> Assignment
Exact copy required. Repeat the records, but keep the pictures out.

[Saved data entries]
____

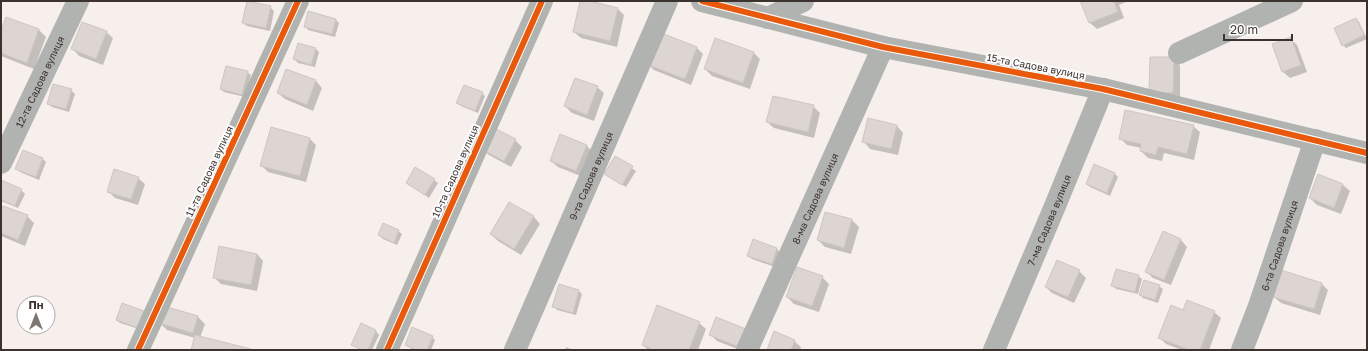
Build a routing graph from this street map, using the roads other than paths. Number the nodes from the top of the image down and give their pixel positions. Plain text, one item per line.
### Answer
1 (78, 1) edge
2 (298, 1) edge
3 (542, 1) edge
4 (668, 1) edge
5 (702, 1) edge
6 (803, 1) edge
7 (1292, 1) edge
8 (768, 18) junction
9 (883, 47) junction
10 (1179, 54) dead end
11 (1103, 89) junction
12 (1314, 140) junction
13 (1367, 153) edge
14 (1, 163) edge
15 (138, 350) edge
16 (386, 350) edge
17 (515, 350) edge
18 (747, 350) edge
19 (994, 350) edge
20 (1242, 350) edge

1 - 14 street, 12-та Садова вулиця
2 - 15 street, 11-та Садова вулиця
3 - 16 street, 10-та Садова вулиця
4 - 17 street, 9-та Садова вулиця
5 - 8 street, 15-та Садова вулиця
6 - 8 street
7 - 10 street
8 - 9 street, 15-та Садова вулиця
9 - 11 street, 15-та Садова вулиця
9 - 18 street, 8-ма Садова вулиця
11 - 12 street, 15-та Садова вулиця
11 - 19 street, 7-ма Садова вулиця
12 - 13 street, 15-та Садова вулиця
12 - 20 street, 6-та Садова вулиця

____

> Answer
Build a routing graph from this street map, using the roads other than paths. Number the nodes from the top of the image down and give their pixel positions. Plain text, one item per line.
### Answer
1 (78, 1) edge
2 (298, 1) edge
3 (542, 1) edge
4 (668, 1) edge
5 (702, 1) edge
6 (803, 1) edge
7 (1292, 1) edge
8 (768, 18) junction
9 (883, 47) junction
10 (1179, 54) dead end
11 (1103, 89) junction
12 (1314, 140) junction
13 (1367, 153) edge
14 (1, 163) edge
15 (138, 350) edge
16 (386, 350) edge
17 (515, 350) edge
18 (747, 350) edge
19 (994, 350) edge
20 (1242, 350) edge

1 - 14 street, 12-та Садова вулиця
2 - 15 street, 11-та Садова вулиця
3 - 16 street, 10-та Садова вулиця
4 - 17 street, 9-та Садова вулиця
5 - 8 street, 15-та Садова вулиця
6 - 8 street
7 - 10 street
8 - 9 street, 15-та Садова вулиця
9 - 11 street, 15-та Садова вулиця
9 - 18 street, 8-ма Садова вулиця
11 - 12 street, 15-та Садова вулиця
11 - 19 street, 7-ма Садова вулиця
12 - 13 street, 15-та Садова вулиця
12 - 20 street, 6-та Садова вулиця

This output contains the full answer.